── Dataset extract ──

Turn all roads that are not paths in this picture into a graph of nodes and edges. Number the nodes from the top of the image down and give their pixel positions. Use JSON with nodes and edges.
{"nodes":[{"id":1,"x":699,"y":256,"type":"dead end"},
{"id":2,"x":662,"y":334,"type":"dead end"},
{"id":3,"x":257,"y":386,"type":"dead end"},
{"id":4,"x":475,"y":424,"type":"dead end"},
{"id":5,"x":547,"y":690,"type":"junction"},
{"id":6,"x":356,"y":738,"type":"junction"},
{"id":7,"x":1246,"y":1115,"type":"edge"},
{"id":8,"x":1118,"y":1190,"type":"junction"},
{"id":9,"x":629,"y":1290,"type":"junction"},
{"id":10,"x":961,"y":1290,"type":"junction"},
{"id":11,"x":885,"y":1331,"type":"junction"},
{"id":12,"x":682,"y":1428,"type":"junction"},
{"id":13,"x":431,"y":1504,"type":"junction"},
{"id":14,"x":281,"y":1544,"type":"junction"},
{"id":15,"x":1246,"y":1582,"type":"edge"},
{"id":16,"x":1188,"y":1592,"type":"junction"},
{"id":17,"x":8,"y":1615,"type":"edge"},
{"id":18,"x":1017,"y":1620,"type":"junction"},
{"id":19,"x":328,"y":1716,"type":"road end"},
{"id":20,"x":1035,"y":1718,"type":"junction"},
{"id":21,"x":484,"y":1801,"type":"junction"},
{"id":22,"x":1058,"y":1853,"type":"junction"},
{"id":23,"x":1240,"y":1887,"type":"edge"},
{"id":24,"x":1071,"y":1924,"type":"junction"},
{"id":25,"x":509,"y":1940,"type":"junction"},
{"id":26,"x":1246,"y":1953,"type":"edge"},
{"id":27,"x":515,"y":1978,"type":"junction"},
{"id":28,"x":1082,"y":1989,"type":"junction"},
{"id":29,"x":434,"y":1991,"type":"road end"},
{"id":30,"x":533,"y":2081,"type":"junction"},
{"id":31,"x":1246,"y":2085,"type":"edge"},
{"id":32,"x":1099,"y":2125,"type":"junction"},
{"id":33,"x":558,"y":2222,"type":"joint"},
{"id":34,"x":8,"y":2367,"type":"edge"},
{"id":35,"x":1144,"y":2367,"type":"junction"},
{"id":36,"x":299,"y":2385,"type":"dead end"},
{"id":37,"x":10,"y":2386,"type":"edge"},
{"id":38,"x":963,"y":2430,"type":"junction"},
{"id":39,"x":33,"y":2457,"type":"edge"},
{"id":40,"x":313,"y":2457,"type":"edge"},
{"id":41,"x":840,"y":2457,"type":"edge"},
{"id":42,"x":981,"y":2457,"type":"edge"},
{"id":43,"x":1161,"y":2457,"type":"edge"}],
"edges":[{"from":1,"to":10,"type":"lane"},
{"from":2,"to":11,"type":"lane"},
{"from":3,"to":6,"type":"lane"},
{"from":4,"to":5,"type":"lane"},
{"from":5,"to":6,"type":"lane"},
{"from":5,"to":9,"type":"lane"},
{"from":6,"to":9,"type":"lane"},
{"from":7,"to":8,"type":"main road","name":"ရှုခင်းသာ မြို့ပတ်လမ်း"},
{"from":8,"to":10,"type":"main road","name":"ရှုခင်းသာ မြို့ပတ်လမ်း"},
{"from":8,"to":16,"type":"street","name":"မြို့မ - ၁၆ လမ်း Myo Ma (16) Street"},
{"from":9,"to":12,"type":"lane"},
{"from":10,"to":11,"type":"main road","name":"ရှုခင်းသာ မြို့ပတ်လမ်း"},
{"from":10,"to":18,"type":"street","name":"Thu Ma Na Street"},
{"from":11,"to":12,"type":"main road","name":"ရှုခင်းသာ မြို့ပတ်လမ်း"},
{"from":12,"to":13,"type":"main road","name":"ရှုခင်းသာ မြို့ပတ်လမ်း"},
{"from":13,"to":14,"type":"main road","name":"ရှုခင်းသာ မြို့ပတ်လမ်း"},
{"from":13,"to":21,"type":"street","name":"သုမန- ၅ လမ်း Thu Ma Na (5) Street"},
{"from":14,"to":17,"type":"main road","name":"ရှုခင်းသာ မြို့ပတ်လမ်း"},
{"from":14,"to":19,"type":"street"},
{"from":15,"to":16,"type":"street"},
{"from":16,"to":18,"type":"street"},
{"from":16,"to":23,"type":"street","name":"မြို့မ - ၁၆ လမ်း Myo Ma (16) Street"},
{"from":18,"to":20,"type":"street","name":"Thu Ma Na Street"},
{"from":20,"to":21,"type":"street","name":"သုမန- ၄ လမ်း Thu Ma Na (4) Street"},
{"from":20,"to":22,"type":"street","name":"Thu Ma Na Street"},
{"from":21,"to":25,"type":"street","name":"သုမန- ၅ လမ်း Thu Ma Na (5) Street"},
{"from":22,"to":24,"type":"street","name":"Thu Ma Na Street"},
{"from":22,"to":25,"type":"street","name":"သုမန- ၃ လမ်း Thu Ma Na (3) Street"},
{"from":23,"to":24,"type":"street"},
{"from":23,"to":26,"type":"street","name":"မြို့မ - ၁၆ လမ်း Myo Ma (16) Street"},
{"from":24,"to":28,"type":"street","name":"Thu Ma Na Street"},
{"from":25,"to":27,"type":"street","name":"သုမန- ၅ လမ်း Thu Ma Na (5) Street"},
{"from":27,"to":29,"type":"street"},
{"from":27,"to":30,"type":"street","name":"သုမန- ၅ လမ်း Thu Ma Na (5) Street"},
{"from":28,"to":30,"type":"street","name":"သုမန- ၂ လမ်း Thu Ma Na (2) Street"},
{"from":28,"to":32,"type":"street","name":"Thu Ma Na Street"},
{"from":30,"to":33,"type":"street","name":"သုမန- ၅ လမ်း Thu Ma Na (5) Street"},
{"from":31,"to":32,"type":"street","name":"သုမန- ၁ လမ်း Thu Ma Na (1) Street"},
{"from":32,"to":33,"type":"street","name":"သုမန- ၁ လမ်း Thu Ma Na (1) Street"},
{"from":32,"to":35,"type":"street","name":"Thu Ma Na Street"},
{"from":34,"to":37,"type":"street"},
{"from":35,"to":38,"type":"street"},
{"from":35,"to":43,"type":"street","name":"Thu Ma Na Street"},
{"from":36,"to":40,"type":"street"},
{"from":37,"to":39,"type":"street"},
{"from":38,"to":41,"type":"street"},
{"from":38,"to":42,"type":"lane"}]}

───

■ Exercise details ■
Reproduce every line of the data exactly as it was written.

■ Output of the exercise ■
Turn all roads that are not paths in this picture into a graph of nodes and edges. Number the nodes from the top of the image down and give their pixel positions. Use JSON with nodes and edges.
{"nodes":[{"id":1,"x":699,"y":256,"type":"dead end"},
{"id":2,"x":662,"y":334,"type":"dead end"},
{"id":3,"x":257,"y":386,"type":"dead end"},
{"id":4,"x":475,"y":424,"type":"dead end"},
{"id":5,"x":547,"y":690,"type":"junction"},
{"id":6,"x":356,"y":738,"type":"junction"},
{"id":7,"x":1246,"y":1115,"type":"edge"},
{"id":8,"x":1118,"y":1190,"type":"junction"},
{"id":9,"x":629,"y":1290,"type":"junction"},
{"id":10,"x":961,"y":1290,"type":"junction"},
{"id":11,"x":885,"y":1331,"type":"junction"},
{"id":12,"x":682,"y":1428,"type":"junction"},
{"id":13,"x":431,"y":1504,"type":"junction"},
{"id":14,"x":281,"y":1544,"type":"junction"},
{"id":15,"x":1246,"y":1582,"type":"edge"},
{"id":16,"x":1188,"y":1592,"type":"junction"},
{"id":17,"x":8,"y":1615,"type":"edge"},
{"id":18,"x":1017,"y":1620,"type":"junction"},
{"id":19,"x":328,"y":1716,"type":"road end"},
{"id":20,"x":1035,"y":1718,"type":"junction"},
{"id":21,"x":484,"y":1801,"type":"junction"},
{"id":22,"x":1058,"y":1853,"type":"junction"},
{"id":23,"x":1240,"y":1887,"type":"edge"},
{"id":24,"x":1071,"y":1924,"type":"junction"},
{"id":25,"x":509,"y":1940,"type":"junction"},
{"id":26,"x":1246,"y":1953,"type":"edge"},
{"id":27,"x":515,"y":1978,"type":"junction"},
{"id":28,"x":1082,"y":1989,"type":"junction"},
{"id":29,"x":434,"y":1991,"type":"road end"},
{"id":30,"x":533,"y":2081,"type":"junction"},
{"id":31,"x":1246,"y":2085,"type":"edge"},
{"id":32,"x":1099,"y":2125,"type":"junction"},
{"id":33,"x":558,"y":2222,"type":"joint"},
{"id":34,"x":8,"y":2367,"type":"edge"},
{"id":35,"x":1144,"y":2367,"type":"junction"},
{"id":36,"x":299,"y":2385,"type":"dead end"},
{"id":37,"x":10,"y":2386,"type":"edge"},
{"id":38,"x":963,"y":2430,"type":"junction"},
{"id":39,"x":33,"y":2457,"type":"edge"},
{"id":40,"x":313,"y":2457,"type":"edge"},
{"id":41,"x":840,"y":2457,"type":"edge"},
{"id":42,"x":981,"y":2457,"type":"edge"},
{"id":43,"x":1161,"y":2457,"type":"edge"}],
"edges":[{"from":1,"to":10,"type":"lane"},
{"from":2,"to":11,"type":"lane"},
{"from":3,"to":6,"type":"lane"},
{"from":4,"to":5,"type":"lane"},
{"from":5,"to":6,"type":"lane"},
{"from":5,"to":9,"type":"lane"},
{"from":6,"to":9,"type":"lane"},
{"from":7,"to":8,"type":"main road","name":"ရှုခင်းသာ မြို့ပတ်လမ်း"},
{"from":8,"to":10,"type":"main road","name":"ရှုခင်းသာ မြို့ပတ်လမ်း"},
{"from":8,"to":16,"type":"street","name":"မြို့မ - ၁၆ လမ်း Myo Ma (16) Street"},
{"from":9,"to":12,"type":"lane"},
{"from":10,"to":11,"type":"main road","name":"ရှုခင်းသာ မြို့ပတ်လမ်း"},
{"from":10,"to":18,"type":"street","name":"Thu Ma Na Street"},
{"from":11,"to":12,"type":"main road","name":"ရှုခင်းသာ မြို့ပတ်လမ်း"},
{"from":12,"to":13,"type":"main road","name":"ရှုခင်းသာ မြို့ပတ်လမ်း"},
{"from":13,"to":14,"type":"main road","name":"ရှုခင်းသာ မြို့ပတ်လမ်း"},
{"from":13,"to":21,"type":"street","name":"သုမန- ၅ လမ်း Thu Ma Na (5) Street"},
{"from":14,"to":17,"type":"main road","name":"ရှုခင်းသာ မြို့ပတ်လမ်း"},
{"from":14,"to":19,"type":"street"},
{"from":15,"to":16,"type":"street"},
{"from":16,"to":18,"type":"street"},
{"from":16,"to":23,"type":"street","name":"မြို့မ - ၁၆ လမ်း Myo Ma (16) Street"},
{"from":18,"to":20,"type":"street","name":"Thu Ma Na Street"},
{"from":20,"to":21,"type":"street","name":"သုမန- ၄ လမ်း Thu Ma Na (4) Street"},
{"from":20,"to":22,"type":"street","name":"Thu Ma Na Street"},
{"from":21,"to":25,"type":"street","name":"သုမန- ၅ လမ်း Thu Ma Na (5) Street"},
{"from":22,"to":24,"type":"street","name":"Thu Ma Na Street"},
{"from":22,"to":25,"type":"street","name":"သုမန- ၃ လမ်း Thu Ma Na (3) Street"},
{"from":23,"to":24,"type":"street"},
{"from":23,"to":26,"type":"street","name":"မြို့မ - ၁၆ လမ်း Myo Ma (16) Street"},
{"from":24,"to":28,"type":"street","name":"Thu Ma Na Street"},
{"from":25,"to":27,"type":"street","name":"သုမန- ၅ လမ်း Thu Ma Na (5) Street"},
{"from":27,"to":29,"type":"street"},
{"from":27,"to":30,"type":"street","name":"သုမန- ၅ လမ်း Thu Ma Na (5) Street"},
{"from":28,"to":30,"type":"street","name":"သုမန- ၂ လမ်း Thu Ma Na (2) Street"},
{"from":28,"to":32,"type":"street","name":"Thu Ma Na Street"},
{"from":30,"to":33,"type":"street","name":"သုမန- ၅ လမ်း Thu Ma Na (5) Street"},
{"from":31,"to":32,"type":"street","name":"သုမန- ၁ လမ်း Thu Ma Na (1) Street"},
{"from":32,"to":33,"type":"street","name":"သုမန- ၁ လမ်း Thu Ma Na (1) Street"},
{"from":32,"to":35,"type":"street","name":"Thu Ma Na Street"},
{"from":34,"to":37,"type":"street"},
{"from":35,"to":38,"type":"street"},
{"from":35,"to":43,"type":"street","name":"Thu Ma Na Street"},
{"from":36,"to":40,"type":"street"},
{"from":37,"to":39,"type":"street"},
{"from":38,"to":41,"type":"street"},
{"from":38,"to":42,"type":"lane"}]}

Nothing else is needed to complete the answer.